A program for causing a computer to determine a species corresponding to an unknown sample,
(1) A plurality of pieces of image data corresponding to image data characteristic of the assumed species obtained by analyzing known samples from a plurality of different individuals belonging to the assumed species as a determination result for the unknown sample. Recalling the plurality of known sample image data from the stored storage means;
(2) reading the unknown sample image data from a storage means storing a plurality of image data corresponding to the image data obtained by analyzing the unknown sample in the same manner as the known sample;
(3) selecting one from the known sample image data, and setting a non-determinable threshold using a relationship between the selected one and the remaining image data;
(4) processing the unknown sample image data based on the non-determinable threshold value, and determining a type of organism corresponding to the unknown sample;
(5) storing the determination result obtained in the determination step in a storage means;
(6) A biological type determination program, comprising: a step of outputting a determination result stored in the storage means.

Setting of the indeterminate threshold is
The individual is 3 or more, and image data from these individuals is stored in the storage means. (A) One image data is selected and excluded from the three or more image data, and the remaining plurality An identification dictionary is created using image data, and a process for obtaining a determination index by determining image data previously excluded based on the obtained identification dictionary is performed for each image data, and includes three or more determination indexes.
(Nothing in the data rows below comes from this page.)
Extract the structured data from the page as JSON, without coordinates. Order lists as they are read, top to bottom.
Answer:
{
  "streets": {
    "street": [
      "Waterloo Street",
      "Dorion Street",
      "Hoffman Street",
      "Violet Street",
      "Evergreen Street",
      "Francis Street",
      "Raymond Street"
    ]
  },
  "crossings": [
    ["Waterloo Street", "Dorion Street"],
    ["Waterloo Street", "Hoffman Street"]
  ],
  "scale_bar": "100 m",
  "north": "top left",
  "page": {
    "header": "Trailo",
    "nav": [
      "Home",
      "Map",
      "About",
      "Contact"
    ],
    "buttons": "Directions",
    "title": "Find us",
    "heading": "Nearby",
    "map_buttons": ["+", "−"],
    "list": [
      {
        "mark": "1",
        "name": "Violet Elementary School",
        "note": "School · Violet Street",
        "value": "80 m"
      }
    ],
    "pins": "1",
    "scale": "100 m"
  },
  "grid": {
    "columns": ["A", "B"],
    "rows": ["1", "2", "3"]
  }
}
Obtaining a decision index set;
(B) determining an indeterminable threshold from the set of decision indices;
The biological species determination program according to claim 10, comprising:

Setting of the indeterminate threshold is
The number of individuals is three or more, and image data from these individuals is stored in the storage means. (A) For all combinations of arbitrary two image data selected from the three or more image data, 2 Obtaining a distance set between two image data and obtaining a distance set;
(B) determining an indeterminate threshold from the distance set;
The biological species determination program according to claim 11, comprising:

A recording medium in which a program for executing a species determination by a computer is recorded in a readable manner,
A recording medium, wherein the program is the program according to claim 11.
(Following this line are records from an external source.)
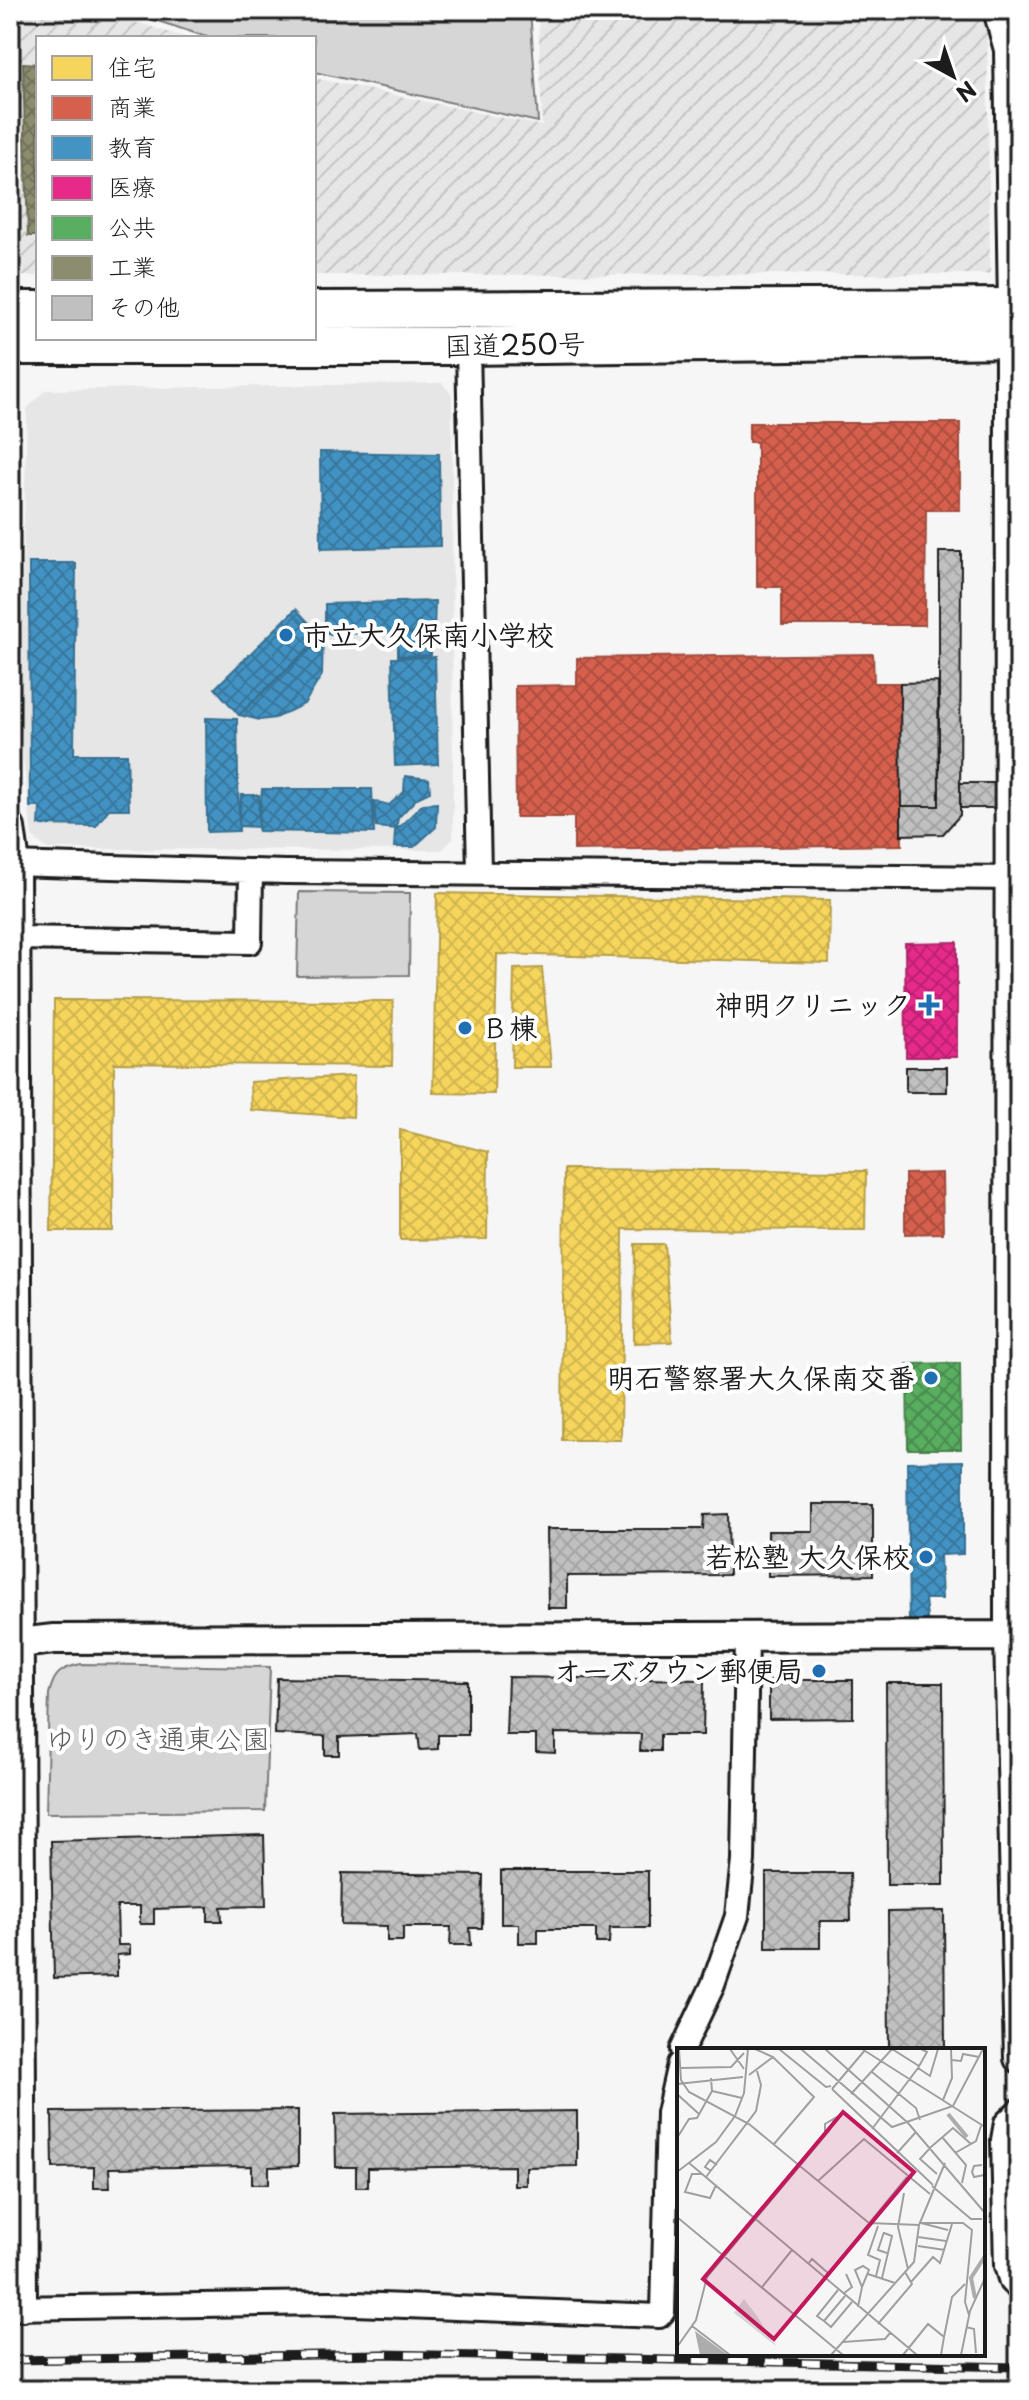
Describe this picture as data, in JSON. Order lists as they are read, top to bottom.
{
  "streets": {
    "highway": ["国道250号"]
  },
  "parks": ["ゆりのき通東公園"],
  "places": {
    "other": [
      "市立大久保南小学校",
      "Ｂ棟",
      "明石警察署大久保南交番",
      "若松塾 大久保校",
      "オーズタウン郵便局"
    ],
    "health": ["神明クリニック"]
  },
  "legend": [
    "住宅",
    "商業",
    "教育",
    "医療",
    "公共",
    "工業",
    "その他"
  ],
  "north": "bottom right"
}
The determination is impossible using a plurality of analysis data obtained by analyzing a plurality of known samples whose corresponding species are known by a biological analysis method, and an indeterminate threshold set based on the plurality of analysis data. After determining whether or not the species corresponding to the unknown sample can be determined based on the threshold value, if it is determined that the species can be determined, determining the species corresponding to the unknown sample based on the plurality of analysis data Species determination method.